Each year the International Biennale Association holds a General Assembly to discuss the most pressing issues in contemporary art. This year, to coincide with the Biennale of Sydney, the Assembly will take place in Sydney.
You are invited to join Biennale members and guests for “REMEMORY: Living Solidarities, Embodied Futures”, an evening and day of public programs. In a keynote presentation and three panel discussions with scholars, artists and curators, we will interrogate the global reach and ambition of contemporary art, the publics it addresses, and the modes of solidarities it can generate.

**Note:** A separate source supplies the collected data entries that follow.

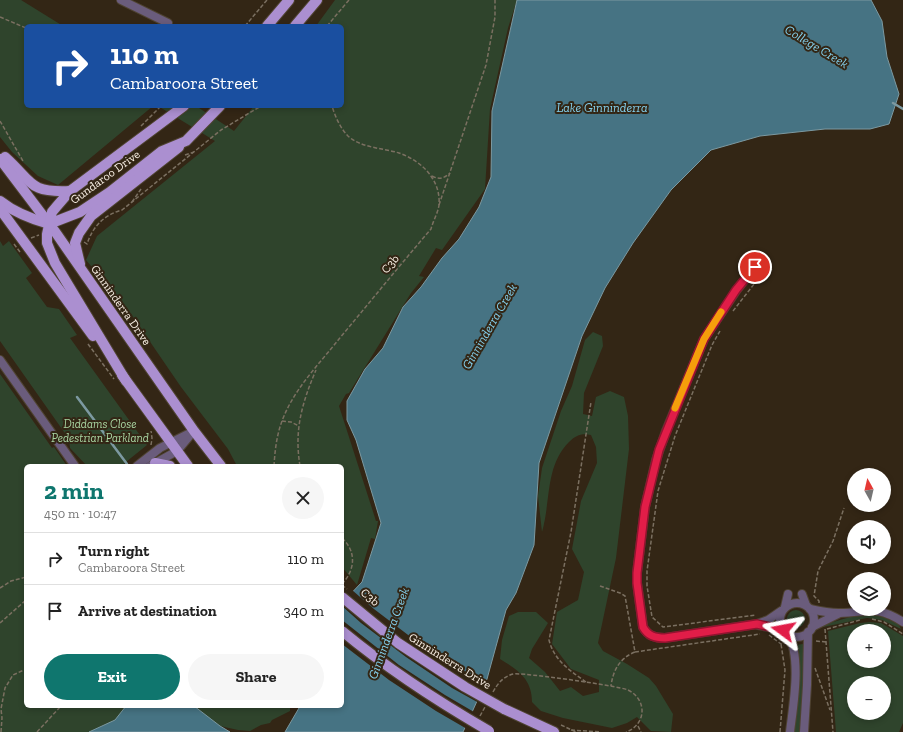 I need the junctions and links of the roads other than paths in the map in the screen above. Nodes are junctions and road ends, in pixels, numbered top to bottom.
1 (121, 0) edge
2 (289, 0) edge
3 (317, 0) edge
4 (168, 23) dead end
5 (269, 24) edge
6 (297, 24) edge
7 (181, 108) edge
8 (218, 108) edge
9 (186, 141) junction
10 (0, 153) edge
11 (0, 159) edge
12 (70, 191) junction
13 (0, 201) edge
14 (0, 209) edge
15 (49, 224) junction
16 (755, 267) dead end
17 (83, 272) junction
18 (0, 360) edge
19 (126, 381) junction
20 (194, 431) junction
21 (171, 442) junction
22 (177, 451) junction
23 (73, 464) edge
24 (140, 464) edge
25 (155, 464) edge
26 (187, 464) edge
27 (219, 464) edge
28 (345, 593) edge
29 (788, 594) dead end
30 (802, 594) dead end
31 (808, 607) junction
32 (783, 609) junction
33 (838, 613) junction
34 (903, 622) edge
35 (757, 624) junction
36 (810, 630) junction
37 (786, 632) junction
38 (344, 633) edge
39 (491, 731) edge
40 (554, 732) edge
41 (790, 732) edge
42 (804, 732) edge

1 - 4 street
2 - 5 main road
3 - 6 main road
7 - 12 main road, Gundaroo Drive
8 - 9 main road, Gundaroo Drive
9 - 15 main road, Gundaroo Drive
9 - 17 main road
10 - 12 main road
11 - 15 main road, Ginninderra Drive
12 - 15 main road, Gundaroo Drive
13 - 15 main road
14 - 19 main road
15 - 17 main road, Ginninderra Drive
15 - 19 main road
16 - 35 street
17 - 20 main road, Ginninderra Drive
18 - 23 street
19 - 21 main road
20 - 21 street
20 - 22 street
20 - 27 main road, Ginninderra Drive
21 - 22 main road
21 - 24 street
22 - 25 street
22 - 26 main road
28 - 40 main road, Ginninderra Drive, bridge
29 - 32 street
30 - 31 street
31 - 32 street
31 - 33 street
31 - 36 street
32 - 35 street
32 - 37 street
33 - 34 street
33 - 36 street
35 - 37 street
36 - 37 street
36 - 42 street
37 - 41 street
38 - 39 main road, bridge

Speakers include curators Reem Fadda, Nav Haq, Ryan Inouye, Bruce Mclean and Michael Dagostino, artists Gabriela Golder, Dennis Golding, Benjamin Work and Helen Grace, and scholars Ming Tiampo, Latoya Aroha Rule, Katerina Teaiwa and Brett Neilson.
Organised in partnership with the Biennale of Sydney, Chau Chak Wing Museum (the University of Sydney), Creative Australia, The Power Institute (the University of Sydney), and Global Studies University, Sharjah.
Program
Wednesday, 10 June 2026
5:00 - 6:00pm Welcome address
Ming Tiampo, "Rememorying Solidarity Networks for a World in Crisis"
Thursday, 11 June 2026
9:00 - 9:30am Welcome
9:30 - 11:00am Panel 1: Globalisms
Speaker: Nav Haq
Respondents: Brett Neilson, Benjamin Work and Bruce McLean
This session asks: What is the meaning of “global” in the phrase global contemporary art? What networks of relation or transaction does the term denote, and what forms of connection do these networks make possible? Which forms of globalism (and historical solidarity networks), emerging from past experiences, might offer alternative visions for the present?
11:00 - 11:15 Morning tea break
11:15 - 12:45pm Session 2: Publics
Speaker: Reem Fadda
Respondents: Gabriela Golder, Micahel Dagostino
This session inquires about contemporary art’s publics. Who are Biennales for, and how is this changing? What kinds of audiences do Biennales find in their local contexts, and what types of audiences can they create? What spaces do they inhabit, and what types of spaces do they bring about?
12:45 - 2:00pm Lunch break
2:00 - 3:40pm Session 3: Solidarities
Speaker: Ryan Inouye
Respondents: Latoya Aroha Rule, Helen Grace, Katerina Teaiwa
This session questions biennials and contemporary art more broadly as sites of solidarity. In the current social and political climate, how can contemporary art and biennials provide a space for solidarity and dialogue?
About the theme
Rememory, the title of this year’s 25th Biennale of Sydney, is adopted as reference by the IBA General Assembly as a living and active process bringing about a reassembly of histories, bodies, and a re-categorisation of relations within the present. Moving beyond the idea of the past as concluded, it becomes a method for engaging both with the long reach of twentieth-century solidarity movements and networks and with the urgent ethical and ecological conditions shaping our world today.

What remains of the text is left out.